Recently I was talking about SO4 with some people, defending it as I always fucking have to, and I pointed out to a guy who said SO4's decent sales were a result of there being no JRP Gs for the Xbox 360 that he was full of shit. I remember there was a spot from like 2007-2009 where a fair number of big name JRPGs were exclusive to the 360. Blue Dragon, Lost Odyssey, Tales of Vesperia (it's no longer exclusive in Japan but it is here), Enchanted Arms... There are probably more.

Anyway I was thinking I might give these a try. I hear Blue Dragon is terrible so I might start with that. 

But that's just me. Any recs you all might have?


----------



## Scratchy (Feb 20, 2015)

why would you defend so 4


----------



## Platinum (Feb 20, 2015)

Lost Odyssey was by far the best RPG on the 360.


----------



## Violent by Design (Feb 20, 2015)

Lost Odyssey is the game to go too.

Tales of Vesperia is alright, I personally think the style of the game is God awful, but the gameplay is pretty good.


----------



## Gaawa-chan (Feb 22, 2015)

Violent By Design said:


> Tales of Vesperia is alright, I personally think the style of the game is God awful



... _What?_

Vesperia is easily the best-looking Tales of game.  The only thing I'd change about it is I'd make the character models proportioned a bit more like their status screen art.  Similar to Xillia/Zestiria but not quite so you don't end up wincing and Judith like I do every time I look at Milla's proportions.


----------



## Violent by Design (Feb 23, 2015)

Gaawa-chan said:


> ... _What?_
> 
> Vesperia is easily the best-looking Tales of game.  The only thing I'd change about it is I'd make the character models proportioned a bit more like their status screen art.  Similar to Xillia/Zestiria but not quite so you don't end up wincing and Judith like I do every time I look at Milla's proportions.



Who said the Tales games look good Mr.Italics? The art design for those games are soulless and Godawful, just generic anime jibberish.


----------



## Gaawa-chan (Feb 23, 2015)

Violent By Design said:


> generic anime jibberish.



What the fuck are you doing on Naruto forums?


----------



## Kaitou (Feb 23, 2015)

Tales of Vesperia is besto for PlayStation 3.


----------



## Disquiet (Feb 23, 2015)

Well, I guess I'll talk about the 360 JRPGs I can see on my shelf from here. Might be forgetting some, but I'm pretty sure I put them all in one place.
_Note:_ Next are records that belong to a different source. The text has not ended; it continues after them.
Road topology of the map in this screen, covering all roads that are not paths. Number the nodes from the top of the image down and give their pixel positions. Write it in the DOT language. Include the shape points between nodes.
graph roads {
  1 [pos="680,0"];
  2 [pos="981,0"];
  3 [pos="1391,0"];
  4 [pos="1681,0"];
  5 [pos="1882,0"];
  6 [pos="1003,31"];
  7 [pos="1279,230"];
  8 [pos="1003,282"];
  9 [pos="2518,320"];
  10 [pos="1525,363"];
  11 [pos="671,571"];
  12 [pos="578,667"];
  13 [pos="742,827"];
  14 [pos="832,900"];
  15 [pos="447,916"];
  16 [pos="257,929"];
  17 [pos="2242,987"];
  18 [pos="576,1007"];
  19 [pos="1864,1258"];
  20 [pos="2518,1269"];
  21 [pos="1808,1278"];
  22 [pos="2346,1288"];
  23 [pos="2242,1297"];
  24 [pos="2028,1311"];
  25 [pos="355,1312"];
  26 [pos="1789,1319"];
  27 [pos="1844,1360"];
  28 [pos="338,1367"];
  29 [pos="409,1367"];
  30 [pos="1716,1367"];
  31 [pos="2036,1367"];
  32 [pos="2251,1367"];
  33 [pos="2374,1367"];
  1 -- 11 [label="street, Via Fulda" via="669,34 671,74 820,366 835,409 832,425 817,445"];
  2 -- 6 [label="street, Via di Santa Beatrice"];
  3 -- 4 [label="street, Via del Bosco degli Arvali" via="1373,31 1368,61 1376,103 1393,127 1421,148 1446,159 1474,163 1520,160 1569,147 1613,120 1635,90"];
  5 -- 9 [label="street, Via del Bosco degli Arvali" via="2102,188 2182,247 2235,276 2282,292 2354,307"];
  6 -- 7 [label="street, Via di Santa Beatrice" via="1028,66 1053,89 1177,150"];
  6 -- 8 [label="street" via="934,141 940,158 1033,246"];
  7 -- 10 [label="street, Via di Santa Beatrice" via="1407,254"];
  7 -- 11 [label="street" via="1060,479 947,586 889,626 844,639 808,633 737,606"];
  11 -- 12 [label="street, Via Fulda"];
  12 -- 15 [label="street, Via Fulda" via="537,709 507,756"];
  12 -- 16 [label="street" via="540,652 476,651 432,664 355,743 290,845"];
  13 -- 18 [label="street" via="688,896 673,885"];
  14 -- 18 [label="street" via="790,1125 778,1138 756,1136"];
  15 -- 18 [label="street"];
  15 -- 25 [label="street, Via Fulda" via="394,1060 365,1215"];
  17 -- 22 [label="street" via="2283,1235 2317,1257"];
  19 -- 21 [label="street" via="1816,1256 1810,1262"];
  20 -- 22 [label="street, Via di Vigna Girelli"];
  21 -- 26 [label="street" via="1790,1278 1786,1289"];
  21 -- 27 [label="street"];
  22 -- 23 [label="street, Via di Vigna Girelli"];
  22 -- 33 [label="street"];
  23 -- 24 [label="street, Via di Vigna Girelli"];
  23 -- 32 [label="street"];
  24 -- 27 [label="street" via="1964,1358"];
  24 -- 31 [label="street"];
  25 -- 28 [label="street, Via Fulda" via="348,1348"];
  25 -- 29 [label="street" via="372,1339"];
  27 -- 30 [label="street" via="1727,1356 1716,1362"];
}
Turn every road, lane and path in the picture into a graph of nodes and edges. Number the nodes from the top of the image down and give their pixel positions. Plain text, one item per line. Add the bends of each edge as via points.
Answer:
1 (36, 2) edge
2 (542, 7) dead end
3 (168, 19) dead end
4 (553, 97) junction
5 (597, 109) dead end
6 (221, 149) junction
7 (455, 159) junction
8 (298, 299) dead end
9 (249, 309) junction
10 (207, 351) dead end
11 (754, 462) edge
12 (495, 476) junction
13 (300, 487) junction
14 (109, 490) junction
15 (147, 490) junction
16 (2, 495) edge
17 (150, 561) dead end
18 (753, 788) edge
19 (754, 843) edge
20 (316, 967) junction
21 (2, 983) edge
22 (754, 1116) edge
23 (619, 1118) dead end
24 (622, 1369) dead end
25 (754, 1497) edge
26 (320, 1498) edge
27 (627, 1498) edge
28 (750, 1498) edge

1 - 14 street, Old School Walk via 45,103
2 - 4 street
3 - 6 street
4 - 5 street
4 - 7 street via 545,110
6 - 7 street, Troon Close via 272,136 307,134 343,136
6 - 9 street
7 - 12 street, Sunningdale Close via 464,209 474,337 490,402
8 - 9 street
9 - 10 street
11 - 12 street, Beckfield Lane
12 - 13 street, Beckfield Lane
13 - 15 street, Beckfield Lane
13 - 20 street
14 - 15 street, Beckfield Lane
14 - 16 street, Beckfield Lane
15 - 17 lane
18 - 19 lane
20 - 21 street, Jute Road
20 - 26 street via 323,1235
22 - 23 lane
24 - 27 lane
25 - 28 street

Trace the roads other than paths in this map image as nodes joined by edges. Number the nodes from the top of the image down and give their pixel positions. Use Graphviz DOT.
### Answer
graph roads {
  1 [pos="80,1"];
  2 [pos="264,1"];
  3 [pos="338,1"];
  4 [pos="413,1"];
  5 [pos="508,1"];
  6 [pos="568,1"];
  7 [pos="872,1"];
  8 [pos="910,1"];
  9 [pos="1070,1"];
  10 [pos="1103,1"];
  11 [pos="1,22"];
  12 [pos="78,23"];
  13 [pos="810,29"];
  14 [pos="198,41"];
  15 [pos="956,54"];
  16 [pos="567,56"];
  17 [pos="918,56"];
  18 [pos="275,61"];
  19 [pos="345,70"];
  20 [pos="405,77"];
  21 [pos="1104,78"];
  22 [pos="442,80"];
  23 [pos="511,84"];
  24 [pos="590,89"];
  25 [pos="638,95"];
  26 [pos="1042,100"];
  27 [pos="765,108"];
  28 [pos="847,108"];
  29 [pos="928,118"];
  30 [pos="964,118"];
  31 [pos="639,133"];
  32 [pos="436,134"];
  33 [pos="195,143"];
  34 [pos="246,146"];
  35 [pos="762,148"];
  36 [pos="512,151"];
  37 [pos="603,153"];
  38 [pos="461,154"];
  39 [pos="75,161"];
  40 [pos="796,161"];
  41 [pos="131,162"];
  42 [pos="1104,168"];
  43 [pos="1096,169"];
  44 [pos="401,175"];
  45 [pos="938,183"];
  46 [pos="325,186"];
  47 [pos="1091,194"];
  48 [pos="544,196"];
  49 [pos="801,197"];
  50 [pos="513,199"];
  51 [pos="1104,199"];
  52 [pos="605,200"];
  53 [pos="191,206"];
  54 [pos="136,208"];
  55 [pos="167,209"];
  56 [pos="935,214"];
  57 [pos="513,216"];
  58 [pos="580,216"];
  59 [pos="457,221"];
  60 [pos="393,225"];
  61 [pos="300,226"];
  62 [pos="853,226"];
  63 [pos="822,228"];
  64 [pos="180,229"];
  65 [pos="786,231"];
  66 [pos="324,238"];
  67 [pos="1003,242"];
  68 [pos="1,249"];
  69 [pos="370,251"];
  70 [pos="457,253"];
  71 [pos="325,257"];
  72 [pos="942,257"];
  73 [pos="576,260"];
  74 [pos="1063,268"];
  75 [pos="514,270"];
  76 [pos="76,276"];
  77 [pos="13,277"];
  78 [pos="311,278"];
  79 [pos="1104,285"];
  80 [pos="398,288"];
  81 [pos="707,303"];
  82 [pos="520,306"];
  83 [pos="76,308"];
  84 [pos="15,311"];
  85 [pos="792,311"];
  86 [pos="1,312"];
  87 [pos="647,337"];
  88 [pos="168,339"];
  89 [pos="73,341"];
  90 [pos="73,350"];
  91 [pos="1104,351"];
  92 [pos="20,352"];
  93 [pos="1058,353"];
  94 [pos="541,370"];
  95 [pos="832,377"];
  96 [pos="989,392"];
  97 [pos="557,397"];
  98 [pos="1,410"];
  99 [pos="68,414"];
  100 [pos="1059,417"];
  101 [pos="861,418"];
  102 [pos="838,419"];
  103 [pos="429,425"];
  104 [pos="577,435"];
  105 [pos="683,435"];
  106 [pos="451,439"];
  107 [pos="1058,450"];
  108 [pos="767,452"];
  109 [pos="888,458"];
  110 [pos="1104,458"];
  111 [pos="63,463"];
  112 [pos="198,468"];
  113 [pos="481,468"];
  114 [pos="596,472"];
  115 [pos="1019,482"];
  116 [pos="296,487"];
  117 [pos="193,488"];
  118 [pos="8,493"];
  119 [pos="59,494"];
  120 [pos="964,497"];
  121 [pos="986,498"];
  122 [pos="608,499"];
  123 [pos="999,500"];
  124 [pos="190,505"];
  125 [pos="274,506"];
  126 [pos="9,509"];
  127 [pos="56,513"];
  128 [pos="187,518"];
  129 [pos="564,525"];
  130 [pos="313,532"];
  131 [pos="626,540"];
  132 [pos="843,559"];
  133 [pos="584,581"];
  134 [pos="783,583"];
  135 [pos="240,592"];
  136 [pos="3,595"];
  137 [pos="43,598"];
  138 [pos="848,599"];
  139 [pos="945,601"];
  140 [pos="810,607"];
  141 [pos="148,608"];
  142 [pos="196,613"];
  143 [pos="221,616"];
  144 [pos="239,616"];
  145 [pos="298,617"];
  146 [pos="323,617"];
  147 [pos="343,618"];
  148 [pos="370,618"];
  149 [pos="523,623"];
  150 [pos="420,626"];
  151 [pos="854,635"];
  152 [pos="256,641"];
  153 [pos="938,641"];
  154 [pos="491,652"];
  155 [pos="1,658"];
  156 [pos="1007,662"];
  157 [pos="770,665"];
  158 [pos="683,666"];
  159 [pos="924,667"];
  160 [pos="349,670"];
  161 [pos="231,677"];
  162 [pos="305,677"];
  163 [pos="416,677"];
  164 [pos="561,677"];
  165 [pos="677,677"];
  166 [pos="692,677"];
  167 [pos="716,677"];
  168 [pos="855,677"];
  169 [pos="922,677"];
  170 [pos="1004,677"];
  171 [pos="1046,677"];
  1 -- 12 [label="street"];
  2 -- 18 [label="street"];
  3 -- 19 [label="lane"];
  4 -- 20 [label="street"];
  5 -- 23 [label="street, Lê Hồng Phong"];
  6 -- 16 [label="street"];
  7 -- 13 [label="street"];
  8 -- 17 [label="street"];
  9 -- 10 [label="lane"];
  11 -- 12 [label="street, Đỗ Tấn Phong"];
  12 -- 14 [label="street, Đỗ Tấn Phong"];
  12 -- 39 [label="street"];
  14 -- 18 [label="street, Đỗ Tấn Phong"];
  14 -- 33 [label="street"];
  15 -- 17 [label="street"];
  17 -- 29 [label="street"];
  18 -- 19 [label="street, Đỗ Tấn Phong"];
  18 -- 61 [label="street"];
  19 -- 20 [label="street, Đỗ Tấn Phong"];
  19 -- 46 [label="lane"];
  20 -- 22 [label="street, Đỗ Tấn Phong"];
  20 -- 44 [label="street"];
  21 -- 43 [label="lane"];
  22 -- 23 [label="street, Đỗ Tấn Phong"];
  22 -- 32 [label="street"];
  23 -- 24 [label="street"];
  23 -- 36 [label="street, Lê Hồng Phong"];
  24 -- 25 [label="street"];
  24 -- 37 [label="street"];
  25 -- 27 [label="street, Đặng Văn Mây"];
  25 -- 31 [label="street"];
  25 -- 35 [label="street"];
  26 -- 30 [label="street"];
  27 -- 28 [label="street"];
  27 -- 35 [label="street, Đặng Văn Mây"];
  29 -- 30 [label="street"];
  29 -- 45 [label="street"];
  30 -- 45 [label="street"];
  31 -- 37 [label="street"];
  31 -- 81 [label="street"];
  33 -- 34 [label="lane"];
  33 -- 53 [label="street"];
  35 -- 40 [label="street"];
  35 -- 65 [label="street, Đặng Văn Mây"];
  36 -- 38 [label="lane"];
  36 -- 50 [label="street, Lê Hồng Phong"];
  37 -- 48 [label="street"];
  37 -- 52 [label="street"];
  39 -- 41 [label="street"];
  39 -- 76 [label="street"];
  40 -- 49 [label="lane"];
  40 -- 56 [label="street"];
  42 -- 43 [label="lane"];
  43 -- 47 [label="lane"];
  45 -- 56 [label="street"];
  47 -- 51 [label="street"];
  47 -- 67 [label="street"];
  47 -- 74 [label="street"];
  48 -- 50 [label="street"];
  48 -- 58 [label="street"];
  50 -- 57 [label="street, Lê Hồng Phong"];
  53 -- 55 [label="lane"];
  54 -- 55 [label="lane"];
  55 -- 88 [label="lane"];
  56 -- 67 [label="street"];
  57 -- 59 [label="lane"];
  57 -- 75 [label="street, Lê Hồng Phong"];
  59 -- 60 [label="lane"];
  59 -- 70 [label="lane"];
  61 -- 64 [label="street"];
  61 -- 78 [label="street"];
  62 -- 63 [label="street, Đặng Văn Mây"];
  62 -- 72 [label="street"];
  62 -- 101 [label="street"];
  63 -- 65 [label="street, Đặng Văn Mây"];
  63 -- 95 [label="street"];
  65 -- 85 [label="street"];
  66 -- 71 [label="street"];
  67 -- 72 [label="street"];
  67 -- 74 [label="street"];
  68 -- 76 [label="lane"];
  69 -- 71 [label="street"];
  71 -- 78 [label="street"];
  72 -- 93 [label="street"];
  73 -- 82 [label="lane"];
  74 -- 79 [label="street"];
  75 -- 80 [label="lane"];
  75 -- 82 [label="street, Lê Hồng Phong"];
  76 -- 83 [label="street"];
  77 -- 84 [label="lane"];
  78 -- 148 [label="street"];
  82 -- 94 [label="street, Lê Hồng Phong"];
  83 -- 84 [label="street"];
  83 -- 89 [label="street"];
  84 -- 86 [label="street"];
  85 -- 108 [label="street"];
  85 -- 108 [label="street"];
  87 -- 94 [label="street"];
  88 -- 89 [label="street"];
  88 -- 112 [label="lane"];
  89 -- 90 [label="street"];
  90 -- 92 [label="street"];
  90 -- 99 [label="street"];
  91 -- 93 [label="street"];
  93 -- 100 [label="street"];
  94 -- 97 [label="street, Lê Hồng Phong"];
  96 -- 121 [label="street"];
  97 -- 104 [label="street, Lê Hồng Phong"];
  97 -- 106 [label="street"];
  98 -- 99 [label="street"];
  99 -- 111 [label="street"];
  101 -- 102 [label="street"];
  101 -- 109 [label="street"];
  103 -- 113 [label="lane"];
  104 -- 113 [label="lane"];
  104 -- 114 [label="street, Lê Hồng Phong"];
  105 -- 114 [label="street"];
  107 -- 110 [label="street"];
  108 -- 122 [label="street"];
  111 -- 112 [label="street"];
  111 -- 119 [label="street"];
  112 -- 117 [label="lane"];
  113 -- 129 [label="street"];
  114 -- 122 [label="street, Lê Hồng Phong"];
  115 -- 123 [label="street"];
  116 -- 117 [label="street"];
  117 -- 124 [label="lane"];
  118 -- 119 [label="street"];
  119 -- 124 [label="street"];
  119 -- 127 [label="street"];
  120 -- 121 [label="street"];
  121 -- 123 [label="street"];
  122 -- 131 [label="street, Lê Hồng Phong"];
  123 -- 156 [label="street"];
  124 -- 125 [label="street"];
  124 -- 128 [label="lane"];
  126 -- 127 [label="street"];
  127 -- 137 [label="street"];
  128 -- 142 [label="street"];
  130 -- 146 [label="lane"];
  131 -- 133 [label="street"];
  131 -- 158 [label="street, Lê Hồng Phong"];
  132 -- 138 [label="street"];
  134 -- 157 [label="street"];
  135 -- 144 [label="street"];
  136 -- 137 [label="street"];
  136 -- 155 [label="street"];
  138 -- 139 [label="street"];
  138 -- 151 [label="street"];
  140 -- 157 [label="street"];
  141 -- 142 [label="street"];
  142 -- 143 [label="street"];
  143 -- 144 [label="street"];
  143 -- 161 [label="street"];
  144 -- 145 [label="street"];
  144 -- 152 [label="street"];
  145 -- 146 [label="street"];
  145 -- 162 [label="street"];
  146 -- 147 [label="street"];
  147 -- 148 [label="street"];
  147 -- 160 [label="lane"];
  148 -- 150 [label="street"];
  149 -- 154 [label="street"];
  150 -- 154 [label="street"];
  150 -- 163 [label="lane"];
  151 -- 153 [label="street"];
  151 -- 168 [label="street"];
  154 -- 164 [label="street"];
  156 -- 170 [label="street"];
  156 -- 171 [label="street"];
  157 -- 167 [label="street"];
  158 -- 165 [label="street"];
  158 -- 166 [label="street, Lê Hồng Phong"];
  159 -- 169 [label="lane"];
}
The Last Remnant is probably my favourite 360 RPG, but there's a cheap PC version now and it's miles better. The 360 version is more difficult, even though half of that extra difficulty comes from framerate issues. Really underrated game either way.

Blue Dragon is honestly not bad. It's _far_ too easy, but it's decent enough fun while it lasts. A little predictable, a little trite, but some fun mechanics and a gloriously campy boss theme.

Tales of Vesperia is just wonderful. It still pisses me off that we only got the lesser version in the west, but it's still fun, beautiful and expansive with some great characters (and also Karol, who is boring).

Lost Odyssey kicks ass. If I didn't love The Last Remnant so much, LO would be my favourite. It's a little dry in places and it's amazingly, controller-breakingly hard sometimes, but it's damn satisfying when you know what you're doing. The plot trails off a little for me, but it's very character-driven and it's great at what it does.

I'm not sure what to say about Enchanted Arms, because I think I only played about halfway through it. It wasn't bad, but its battle system was a little weird and I think I was a little put off by the VN-style cutscenes when I originally played it (which was, what, ten years ago?). I think I'd like it more if I played it now. All I remember about it was that it featured a gay guy who weaponised saxophone music.

And Infinite Undiscovery is complete bullshit.


----------



## Violent by Design (Feb 23, 2015)

Gaawa-chan said:


> What the fuck are you doing on Naruto forums?



Look at my join date chico.


----------